[Records drawn from a dataset]
[Start of Attachment]

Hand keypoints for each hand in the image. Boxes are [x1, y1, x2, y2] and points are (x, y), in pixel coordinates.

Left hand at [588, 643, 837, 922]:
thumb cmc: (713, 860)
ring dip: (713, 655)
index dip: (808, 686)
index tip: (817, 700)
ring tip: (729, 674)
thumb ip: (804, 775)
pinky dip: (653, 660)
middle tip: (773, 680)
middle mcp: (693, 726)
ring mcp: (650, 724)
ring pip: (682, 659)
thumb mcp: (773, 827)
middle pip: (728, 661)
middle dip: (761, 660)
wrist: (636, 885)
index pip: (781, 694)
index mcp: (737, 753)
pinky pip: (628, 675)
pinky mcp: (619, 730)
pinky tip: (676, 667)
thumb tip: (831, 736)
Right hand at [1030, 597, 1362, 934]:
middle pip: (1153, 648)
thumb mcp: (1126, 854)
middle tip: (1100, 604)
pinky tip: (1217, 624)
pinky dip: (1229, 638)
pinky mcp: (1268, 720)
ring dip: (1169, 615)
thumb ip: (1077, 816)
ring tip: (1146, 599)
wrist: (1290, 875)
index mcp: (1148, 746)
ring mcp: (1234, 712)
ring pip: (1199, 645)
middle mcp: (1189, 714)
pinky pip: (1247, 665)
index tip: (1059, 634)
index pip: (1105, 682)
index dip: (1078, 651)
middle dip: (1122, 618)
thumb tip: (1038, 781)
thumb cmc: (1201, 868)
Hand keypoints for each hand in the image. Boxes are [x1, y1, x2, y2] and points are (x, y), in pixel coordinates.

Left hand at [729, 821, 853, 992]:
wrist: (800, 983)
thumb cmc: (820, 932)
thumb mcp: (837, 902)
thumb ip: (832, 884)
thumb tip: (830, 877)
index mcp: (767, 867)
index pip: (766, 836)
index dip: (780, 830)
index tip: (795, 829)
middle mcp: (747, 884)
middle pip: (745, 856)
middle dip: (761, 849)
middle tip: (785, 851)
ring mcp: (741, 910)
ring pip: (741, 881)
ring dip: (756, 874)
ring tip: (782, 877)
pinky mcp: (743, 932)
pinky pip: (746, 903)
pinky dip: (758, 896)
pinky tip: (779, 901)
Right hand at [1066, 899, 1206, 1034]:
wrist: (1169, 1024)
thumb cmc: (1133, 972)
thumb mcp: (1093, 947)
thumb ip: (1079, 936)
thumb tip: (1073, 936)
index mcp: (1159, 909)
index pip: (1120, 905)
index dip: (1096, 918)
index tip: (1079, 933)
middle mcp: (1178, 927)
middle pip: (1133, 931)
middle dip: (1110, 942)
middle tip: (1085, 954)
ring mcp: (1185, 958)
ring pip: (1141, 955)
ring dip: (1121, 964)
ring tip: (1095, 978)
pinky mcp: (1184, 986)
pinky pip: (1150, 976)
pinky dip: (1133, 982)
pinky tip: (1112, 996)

[End of Attachment]

Above are the entries. Quote exactly the lines from the one bearing "wrist: (1290, 875)" through the one bearing "index pip: (1120, 905)".

wrist: (1290, 875)
index mcp: (1148, 746)
ring mcp: (1234, 712)
ring pip: (1199, 645)
middle mcp: (1189, 714)
pinky pip: (1247, 665)
index tip: (1059, 634)
index pip: (1105, 682)
index dip: (1078, 651)
middle dip: (1122, 618)
thumb tip: (1038, 781)
thumb cmc: (1201, 868)
Hand keypoints for each hand in the image. Boxes are [x1, y1, x2, y2] and points are (x, y), in pixel coordinates.

Left hand at [729, 821, 853, 992]:
wrist: (800, 983)
thumb cmc: (820, 932)
thumb mcp: (837, 902)
thumb ip: (832, 884)
thumb tip: (830, 877)
index mcp: (767, 867)
index pip: (766, 836)
index dip: (780, 830)
index tip: (795, 829)
middle mcp: (747, 884)
middle pip: (745, 856)
middle dip: (761, 849)
middle tip: (785, 851)
ring mcp: (741, 910)
ring pip: (741, 881)
ring dip: (756, 874)
ring tip: (782, 877)
pinky mcp: (743, 932)
pinky pip: (746, 903)
pinky dip: (758, 896)
pinky tip: (779, 901)
Right hand at [1066, 899, 1206, 1034]:
wrist: (1169, 1024)
thumb cmc: (1133, 972)
thumb mcp: (1093, 947)
thumb ip: (1079, 936)
thumb tip: (1073, 936)
index mcp: (1159, 909)
index pip: (1120, 905)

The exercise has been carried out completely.